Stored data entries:
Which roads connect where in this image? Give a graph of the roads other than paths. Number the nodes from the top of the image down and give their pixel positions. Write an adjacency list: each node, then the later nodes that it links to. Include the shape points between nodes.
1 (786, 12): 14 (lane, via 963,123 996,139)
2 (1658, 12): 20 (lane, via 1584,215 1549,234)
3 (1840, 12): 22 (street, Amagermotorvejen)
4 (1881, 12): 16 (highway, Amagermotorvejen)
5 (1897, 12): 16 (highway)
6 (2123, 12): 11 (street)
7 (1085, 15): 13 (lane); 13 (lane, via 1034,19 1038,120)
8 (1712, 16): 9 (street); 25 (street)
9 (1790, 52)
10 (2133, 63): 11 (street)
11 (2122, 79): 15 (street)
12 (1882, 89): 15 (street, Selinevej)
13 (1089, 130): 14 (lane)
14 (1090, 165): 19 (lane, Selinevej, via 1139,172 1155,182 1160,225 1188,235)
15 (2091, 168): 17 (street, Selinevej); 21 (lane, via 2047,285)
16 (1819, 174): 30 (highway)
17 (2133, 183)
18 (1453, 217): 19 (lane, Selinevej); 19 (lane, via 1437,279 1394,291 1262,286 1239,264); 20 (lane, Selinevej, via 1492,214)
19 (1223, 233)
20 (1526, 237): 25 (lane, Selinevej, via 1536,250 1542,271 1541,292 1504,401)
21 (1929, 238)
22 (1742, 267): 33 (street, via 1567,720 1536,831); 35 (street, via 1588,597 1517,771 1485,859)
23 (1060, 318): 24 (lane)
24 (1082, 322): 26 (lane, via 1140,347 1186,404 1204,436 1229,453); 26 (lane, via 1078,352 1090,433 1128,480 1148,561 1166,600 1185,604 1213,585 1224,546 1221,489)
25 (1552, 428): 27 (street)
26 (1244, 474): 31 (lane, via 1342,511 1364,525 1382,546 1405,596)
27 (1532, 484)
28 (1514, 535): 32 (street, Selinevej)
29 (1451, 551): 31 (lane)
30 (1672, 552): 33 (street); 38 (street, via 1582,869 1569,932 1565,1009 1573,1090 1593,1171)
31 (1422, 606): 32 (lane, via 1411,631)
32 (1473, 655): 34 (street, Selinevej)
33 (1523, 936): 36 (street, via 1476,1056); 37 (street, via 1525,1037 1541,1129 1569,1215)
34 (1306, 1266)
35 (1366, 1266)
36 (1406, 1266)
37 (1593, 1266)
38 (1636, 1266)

▶ _What is needed_
Apply a filter for "Selinevej" to the data above, then copy each line that matches.

▶ _Result for this task_
12 (1882, 89): 15 (street, Selinevej)
14 (1090, 165): 19 (lane, Selinevej, via 1139,172 1155,182 1160,225 1188,235)
15 (2091, 168): 17 (street, Selinevej); 21 (lane, via 2047,285)
18 (1453, 217): 19 (lane, Selinevej); 19 (lane, via 1437,279 1394,291 1262,286 1239,264); 20 (lane, Selinevej, via 1492,214)
20 (1526, 237): 25 (lane, Selinevej, via 1536,250 1542,271 1541,292 1504,401)
28 (1514, 535): 32 (street, Selinevej)
32 (1473, 655): 34 (street, Selinevej)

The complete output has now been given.